Special argument shapes

The chain recognizes three argument shapes that don't render as plain $N operands:

Val{N::Integer} — compile-time immediate

Bakes N as a decimal literal into the asm string at the operand position. Consumes no LLVM input slot:

ptx"bar.sync"(Val(0))                      # → "bar.sync 0;"
ptx"cp.async.cg.shared.global"(dst, src, Val(16))   # 16-byte size baked
ptx"shl.b32"(x, Val(2))                    # shl.b32 r, x, 2

SpecialReg{name} — verbatim PTX token

Renders the name verbatim (always with % prefix). Constructed via @sreg_str:

sreg"%tid.x"                               # → "%tid.x"
sreg"tid.x"                                # ≡ sreg"%tid.x" (auto-prefixed)
sreg"cluster_ctarank"                      # → "%cluster_ctarank"
ptx"mov.u32"(sreg"%tid.x")                 # → "mov.u32 r, %tid.x;"

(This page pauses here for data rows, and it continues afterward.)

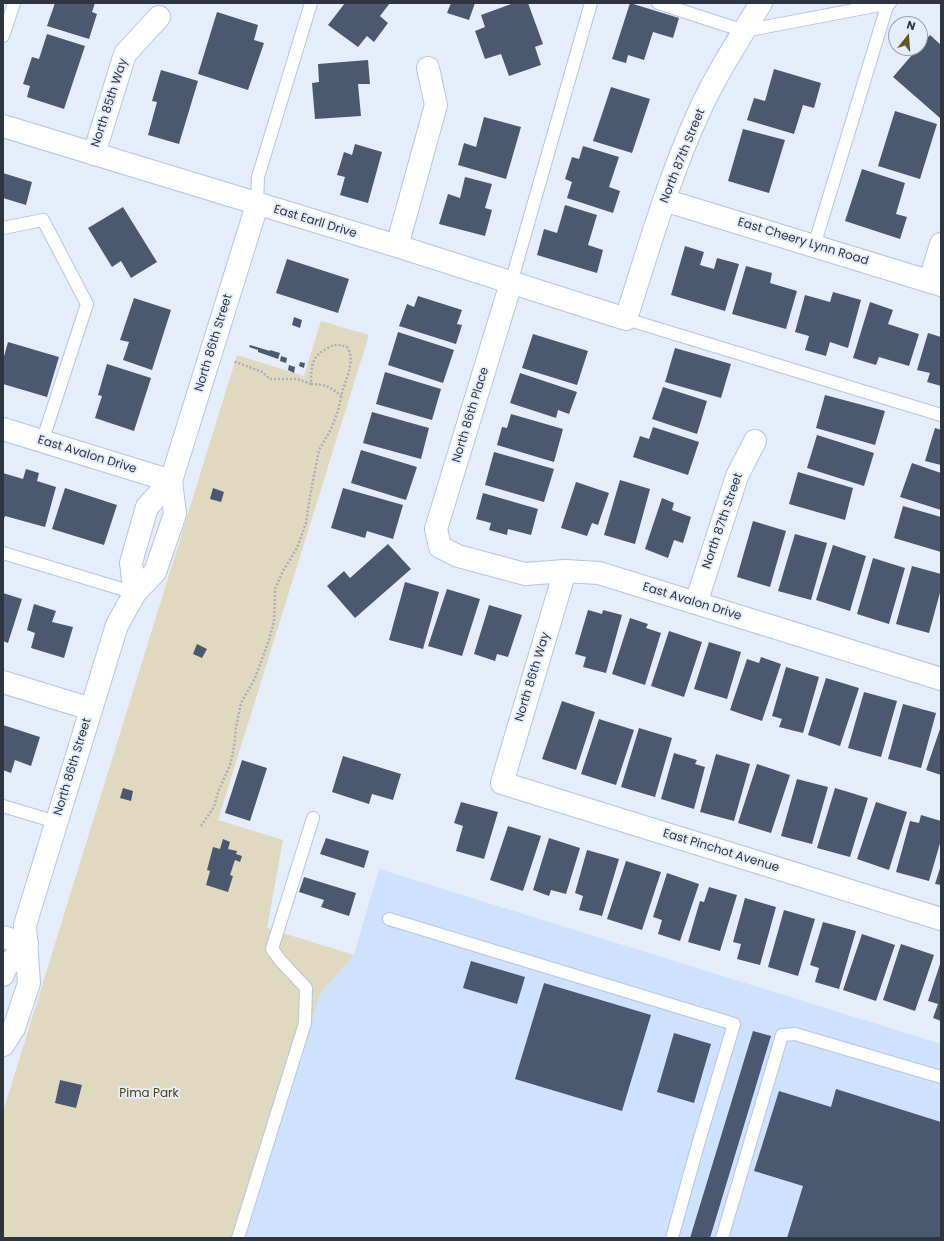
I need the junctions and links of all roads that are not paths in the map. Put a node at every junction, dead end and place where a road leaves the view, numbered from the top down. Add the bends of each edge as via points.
1 (14, 3) edge
2 (311, 3) edge
3 (591, 3) edge
4 (658, 3) edge
5 (761, 3) edge
6 (889, 3) edge
7 (159, 17) dead end
8 (744, 30) junction
9 (3, 36) edge
10 (428, 68) dead end
11 (3, 126) edge
12 (94, 154) junction
13 (664, 200) junction
14 (257, 205) junction
15 (3, 228) edge
16 (941, 244) edge
17 (397, 246) junction
18 (814, 246) junction
19 (511, 283) junction
20 (935, 283) edge
21 (626, 318) junction
22 (941, 415) edge
23 (3, 429) edge
24 (755, 441) dead end
25 (42, 442) junction
26 (172, 481) junction
27 (440, 547) joint
28 (3, 553) edge
29 (565, 571) junction
30 (135, 593) junction
31 (696, 603) junction
32 (941, 679) edge
33 (3, 682) edge
34 (91, 709) junction
35 (502, 782) joint
36 (3, 806) edge
37 (313, 818) dead end
38 (56, 822) junction
39 (389, 919) dead end
40 (941, 919) edge
41 (3, 937) edge
42 (27, 944) junction
43 (3, 975) edge
44 (3, 1045) edge
45 (941, 1077) edge
46 (238, 1238) edge
47 (672, 1238) edge
48 (722, 1238) edge

1 - 9 lane
2 - 14 lane via 258,178
3 - 19 lane
4 - 8 lane
5 - 8 street, North 87th Street
6 - 8 lane
6 - 18 lane
7 - 12 street, North 85th Way via 125,54
8 - 13 street, North 87th Street via 698,113
10 - 17 street via 436,105
11 - 12 street, East Earll Drive
12 - 14 street, East Earll Drive
13 - 18 street, East Cheery Lynn Road
13 - 21 street, North 87th Street
14 - 17 street, East Earll Drive
14 - 26 street, North 86th Street
15 - 25 lane via 43,220 87,304
16 - 20 street
17 - 19 street, East Earll Drive
18 - 20 street, East Cheery Lynn Road
19 - 21 street, East Earll Drive
19 - 27 street, North 86th Place via 436,529
21 - 22 lane
23 - 25 street, East Avalon Drive
24 - 31 street, North 87th Street via 736,476
25 - 26 street, East Avalon Drive
26 - 30 street, North 86th Street via 147,507 130,562
27 - 29 street, East Avalon Drive via 458,556 525,574
28 - 30 lane
29 - 31 street, East Avalon Drive via 599,573
29 - 35 street, North 86th Way
30 - 34 street, North 86th Street via 117,625
31 - 32 street, East Avalon Drive
33 - 34 street
34 - 38 street, North 86th Street
35 - 40 street, East Pinchot Avenue
36 - 38 lane
37 - 46 lane via 272,949 306,988 305,1023
38 - 42 street, North 86th Street via 25,925
39 - 47 lane via 734,1024
41 - 42 street
42 - 43 street via 5,968
42 - 44 street, North 86th Street via 29,983 14,1028
45 - 48 lane via 795,1034 782,1035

Underscore-bearing names (%cluster_ctarank, %lanemask_eq, %total_smem_size) round-trip losslessly because the macro bakes the exact PTX token.

Homogeneous tuple → braced register-vector

Each tuple element becomes its own LLVM input slot; the asm emits a braced group:

# `add.f32x2 d, {a0, a1}, {b0, b1};`
ptx"add.f32x2"((a0, a1), (b0, b1))

Used for any op whose operand layout takes {$N, $N+1, ...}. Many multi-output families (ldmatrix, mma, stmatrix) emit braced operands and are covered by hand-written wrappers — see Wrappers.

Pointer bracketing

Memory-op opcodes render pointer arguments as [$N]; non-memory ops (cvta, mov, …) emit unbracketed $N. The bracketing set:

  • ld, st, atom, red, cp, mbarrier, ldmatrix, stmatrix, prefetch, tcgen05, tensormap, fence.

fence only takes a pointer in the fence.proxy.tensormap::generic.<acq|rel>.gpu [addr], size form; argument-less fence.sc.gpu forms emit no bracketed operand either way.

See the Reference page for full docstrings of @ptx_str and @sreg_str.